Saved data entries

┌──

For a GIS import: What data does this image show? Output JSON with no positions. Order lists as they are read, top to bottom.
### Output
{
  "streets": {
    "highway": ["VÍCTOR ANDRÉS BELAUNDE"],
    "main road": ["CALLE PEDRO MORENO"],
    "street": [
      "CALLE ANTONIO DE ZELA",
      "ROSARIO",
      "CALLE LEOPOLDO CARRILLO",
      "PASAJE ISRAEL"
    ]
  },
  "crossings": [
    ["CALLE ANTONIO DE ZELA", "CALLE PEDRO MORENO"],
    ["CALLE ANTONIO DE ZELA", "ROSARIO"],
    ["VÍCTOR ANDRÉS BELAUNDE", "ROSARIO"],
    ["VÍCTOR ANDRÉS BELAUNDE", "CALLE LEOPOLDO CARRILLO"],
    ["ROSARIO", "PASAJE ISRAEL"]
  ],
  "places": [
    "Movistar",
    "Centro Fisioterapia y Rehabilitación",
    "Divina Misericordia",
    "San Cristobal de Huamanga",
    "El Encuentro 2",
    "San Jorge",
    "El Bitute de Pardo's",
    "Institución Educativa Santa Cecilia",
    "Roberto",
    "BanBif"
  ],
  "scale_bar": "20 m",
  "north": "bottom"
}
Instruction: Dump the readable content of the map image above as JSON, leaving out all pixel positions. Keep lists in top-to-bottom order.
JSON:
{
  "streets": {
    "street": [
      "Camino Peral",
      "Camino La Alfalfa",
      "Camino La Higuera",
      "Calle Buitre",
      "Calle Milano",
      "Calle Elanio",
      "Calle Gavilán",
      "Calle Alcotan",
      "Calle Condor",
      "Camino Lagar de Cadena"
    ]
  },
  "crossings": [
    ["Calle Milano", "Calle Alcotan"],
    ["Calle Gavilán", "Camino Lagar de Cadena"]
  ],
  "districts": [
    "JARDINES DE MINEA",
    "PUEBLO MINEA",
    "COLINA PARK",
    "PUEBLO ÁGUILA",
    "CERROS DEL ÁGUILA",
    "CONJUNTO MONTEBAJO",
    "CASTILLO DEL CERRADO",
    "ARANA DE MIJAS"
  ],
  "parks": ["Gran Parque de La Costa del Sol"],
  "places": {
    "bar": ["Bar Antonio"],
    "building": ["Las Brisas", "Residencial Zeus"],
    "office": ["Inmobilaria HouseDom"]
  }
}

└──

Each line of the data is to be output exactly, with none skipped.

### [Solution to this task]
For a GIS import: What data does this image show? Output JSON with no positions. Order lists as they are read, top to bottom.
### Output
{
  "streets": {
    "highway": ["VÍCTOR ANDRÉS BELAUNDE"],
    "main road": ["CALLE PEDRO MORENO"],
    "street": [
      "CALLE ANTONIO DE ZELA",
      "ROSARIO",
      "CALLE LEOPOLDO CARRILLO",
      "PASAJE ISRAEL"
    ]
  },
  "crossings": [
    ["CALLE ANTONIO DE ZELA", "CALLE PEDRO MORENO"],
    ["CALLE ANTONIO DE ZELA", "ROSARIO"],
    ["VÍCTOR ANDRÉS BELAUNDE", "ROSARIO"],
    ["VÍCTOR ANDRÉS BELAUNDE", "CALLE LEOPOLDO CARRILLO"],
    ["ROSARIO", "PASAJE ISRAEL"]
  ],
  "places": [
    "Movistar",
    "Centro Fisioterapia y Rehabilitación",
    "Divina Misericordia",
    "San Cristobal de Huamanga",
    "El Encuentro 2",
    "San Jorge",
    "El Bitute de Pardo's",
    "Institución Educativa Santa Cecilia",
    "Roberto",
    "BanBif"
  ],
  "scale_bar": "20 m",
  "north": "bottom"
}
Instruction: Dump the readable content of the map image above as JSON, leaving out all pixel positions. Keep lists in top-to-bottom order.
JSON:
{
  "streets": {
    "street": [
      "Camino Peral",
      "Camino La Alfalfa",
      "Camino La Higuera",
      "Calle Buitre",
      "Calle Milano",
      "Calle Elanio",
      "Calle Gavilán",
      "Calle Alcotan",
      "Calle Condor",
      "Camino Lagar de Cadena"
    ]
  },
  "crossings": [
    ["Calle Milano", "Calle Alcotan"],
    ["Calle Gavilán", "Camino Lagar de Cadena"]
  ],
  "districts": [
    "JARDINES DE MINEA",
    "PUEBLO MINEA",
    "COLINA PARK",
    "PUEBLO ÁGUILA",
    "CERROS DEL ÁGUILA",
    "CONJUNTO MONTEBAJO",
    "CASTILLO DEL CERRADO",
    "ARANA DE MIJAS"
  ],
  "parks": ["Gran Parque de La Costa del Sol"],
  "places": {
    "bar": ["Bar Antonio"],
    "building": ["Las Brisas", "Residencial Zeus"],
    "office": ["Inmobilaria HouseDom"]
  }
}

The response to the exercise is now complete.